Saturday, January 26, 2013

Kao Pad Moo / Thai Pork Fried-Rice

Growing up in Thailand, I’ve learned how to make fried-rice at a very young age, just like those who grown up here in the U.S. learned how to make sandwich at home, and please don’t be offended by what I just said.   I meant, I didn’t even know how to make sandwich until I came to the U.S. 12 years ago!  No joke!
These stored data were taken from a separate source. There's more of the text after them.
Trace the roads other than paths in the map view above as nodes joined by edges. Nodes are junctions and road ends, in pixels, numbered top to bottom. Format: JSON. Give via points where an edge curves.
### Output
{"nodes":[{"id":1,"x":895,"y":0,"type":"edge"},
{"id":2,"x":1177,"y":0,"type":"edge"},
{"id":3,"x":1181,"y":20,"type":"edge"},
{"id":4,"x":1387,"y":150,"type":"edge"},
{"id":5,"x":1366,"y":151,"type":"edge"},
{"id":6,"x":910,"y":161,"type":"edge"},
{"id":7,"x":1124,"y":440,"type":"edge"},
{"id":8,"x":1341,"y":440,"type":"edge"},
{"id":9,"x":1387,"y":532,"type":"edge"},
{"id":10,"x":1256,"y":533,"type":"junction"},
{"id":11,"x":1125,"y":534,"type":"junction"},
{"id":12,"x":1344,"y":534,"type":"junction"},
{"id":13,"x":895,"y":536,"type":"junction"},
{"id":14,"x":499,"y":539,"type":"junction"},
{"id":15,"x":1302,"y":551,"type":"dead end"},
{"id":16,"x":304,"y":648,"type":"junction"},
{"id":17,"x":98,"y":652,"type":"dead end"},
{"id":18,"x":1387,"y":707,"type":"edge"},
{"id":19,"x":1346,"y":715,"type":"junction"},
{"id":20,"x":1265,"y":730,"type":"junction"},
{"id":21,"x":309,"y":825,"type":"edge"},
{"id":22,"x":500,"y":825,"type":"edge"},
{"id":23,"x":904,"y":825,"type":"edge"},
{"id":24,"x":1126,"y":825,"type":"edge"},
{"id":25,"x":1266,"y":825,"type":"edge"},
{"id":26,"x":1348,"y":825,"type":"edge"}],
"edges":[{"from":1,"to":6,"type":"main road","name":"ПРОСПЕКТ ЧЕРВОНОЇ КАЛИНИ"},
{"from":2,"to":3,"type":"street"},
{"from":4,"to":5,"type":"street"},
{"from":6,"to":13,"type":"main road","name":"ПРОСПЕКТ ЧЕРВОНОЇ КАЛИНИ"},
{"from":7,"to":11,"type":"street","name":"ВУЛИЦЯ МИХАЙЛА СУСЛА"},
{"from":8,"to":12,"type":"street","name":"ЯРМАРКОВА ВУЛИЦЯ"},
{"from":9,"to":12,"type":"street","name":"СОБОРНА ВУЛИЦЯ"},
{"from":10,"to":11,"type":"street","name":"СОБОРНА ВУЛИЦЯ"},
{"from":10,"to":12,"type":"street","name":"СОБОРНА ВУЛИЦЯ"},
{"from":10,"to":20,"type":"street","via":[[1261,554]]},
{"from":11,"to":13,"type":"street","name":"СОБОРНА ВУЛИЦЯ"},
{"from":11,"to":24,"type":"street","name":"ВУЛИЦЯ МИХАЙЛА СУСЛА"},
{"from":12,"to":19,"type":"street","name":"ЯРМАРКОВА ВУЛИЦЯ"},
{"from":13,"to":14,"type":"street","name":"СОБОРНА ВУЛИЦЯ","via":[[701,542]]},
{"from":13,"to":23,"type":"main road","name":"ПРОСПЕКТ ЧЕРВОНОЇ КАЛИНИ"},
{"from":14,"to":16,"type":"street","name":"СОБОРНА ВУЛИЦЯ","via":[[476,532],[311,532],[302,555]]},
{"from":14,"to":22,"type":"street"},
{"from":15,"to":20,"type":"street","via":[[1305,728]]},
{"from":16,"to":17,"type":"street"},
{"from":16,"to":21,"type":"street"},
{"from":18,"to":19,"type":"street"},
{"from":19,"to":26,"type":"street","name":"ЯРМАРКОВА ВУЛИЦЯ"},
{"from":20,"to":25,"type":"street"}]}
The hubby was even laughing at me when I asked, “How do you make a sandwich?”

By all mean, the staple food of us South East Asia people is rice, especially in Thailand.   We eat rice with everything, every single day and every meal, except for dessert...well, we use rice to making dessert dishes,too.   I was taught to cook rice, both jasmine rice and sticky rice (famously eaten in the North and the North East of Thailand), since I was nine...maybe, every morning before doing anything else.  Other meat dishes that could be eaten with rice were planned later and that because the rice must come first!
And when we have a lot of rice leftovers, we make fried-rice.  And that means, every youngsters must learn how to make fried-rice!  The basic ingredients of Thai fried-rice I was taught at home have oil, garlic, and onion, either fish sauce or soy sauce or dark soy sauce, sugar, egg, and rice, of course.  No meat?   Not necessarily.  Other fancy stuffs like in the restaurants we learned how to add into it later.   Just like many Thai dishes, everything can transform into a delicious dish easy if you just use your imagination.  So, don’t be surprised if you travel to Thailand and see dishes that you don’t even know or see before, you have to be brave and try new things that might, at the end, surprise you.   Just like Bizarre Food host Andrew Zimmern says, “If it looks good, eat it!”
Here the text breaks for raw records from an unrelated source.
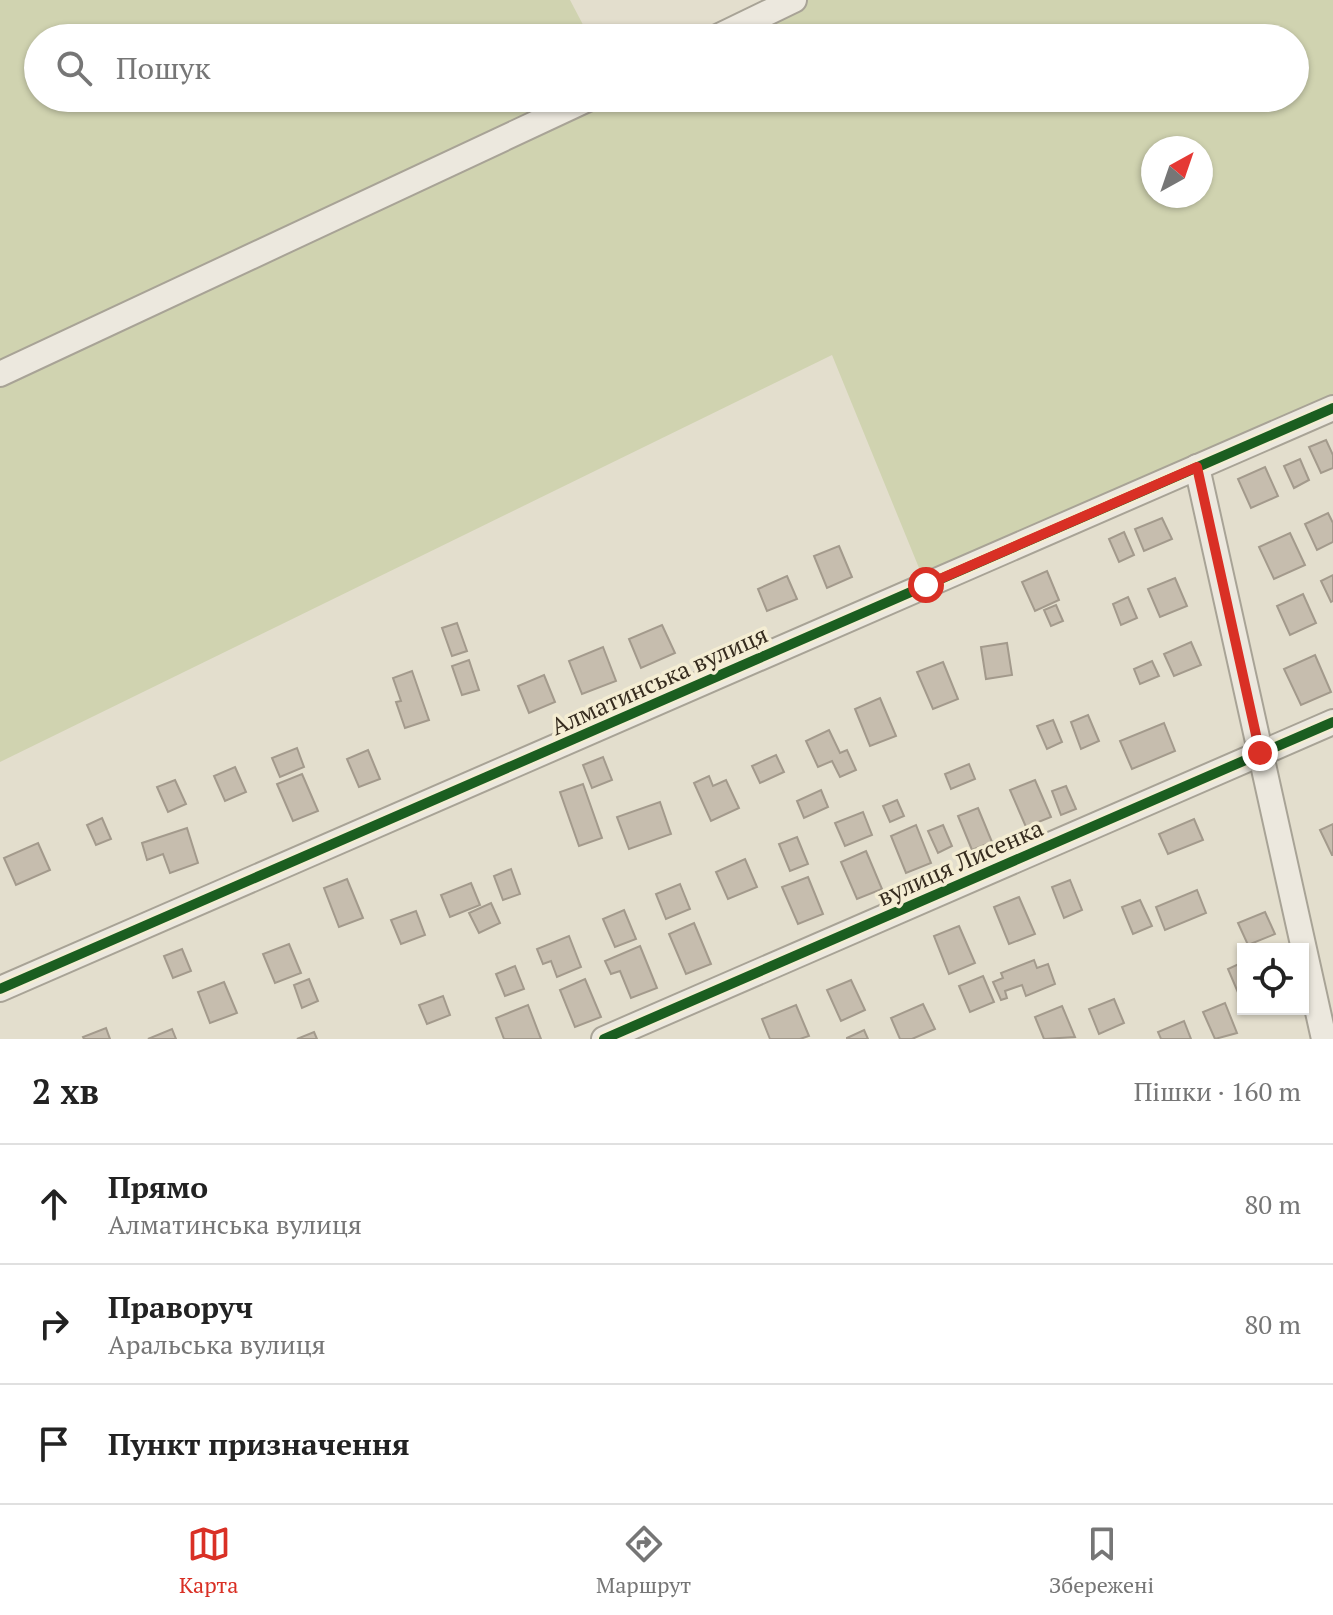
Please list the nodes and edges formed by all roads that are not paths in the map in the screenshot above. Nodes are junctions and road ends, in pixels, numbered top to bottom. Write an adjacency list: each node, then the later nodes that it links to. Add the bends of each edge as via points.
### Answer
1 (794, 0): 2 (street)
2 (744, 24)
3 (560, 112): 4 (street)
4 (0, 374)
5 (1333, 408): 6 (street, Алматинська вулиця)
6 (1197, 467): 8 (street); 9 (street, Алматинська вулиця)
7 (1333, 722): 8 (street, вулиця Лисенка)
8 (1260, 753): 10 (street, вулиця Лисенка); 11 (street)
9 (0, 989)
10 (604, 1039)
11 (1324, 1039)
So, what is the difference between Thai fried-rice and Chinese fried-rice? The answer is tomato and Chinese broccoli. At Thai restaurants here in the U.S. would sometime skip the Chinese broccoli, which exceptional, but not tomato.   So next time, if you ordered fired-rice at Thai restaurant and didn’t see chopped tomato in it, don’t be afraid to ask, where’s tomato?

Personally, I like tomato in fried-rice because it gives a little unique sweet taste of tomato to the dish. Therefore, Thai fried-rice is usually served with fish sauce mixed with lime juice load with thinly sliced of Thai chili plus lime wedge and cucumber slices to balance out the palate, and sometime would come with fried egg, which is optional.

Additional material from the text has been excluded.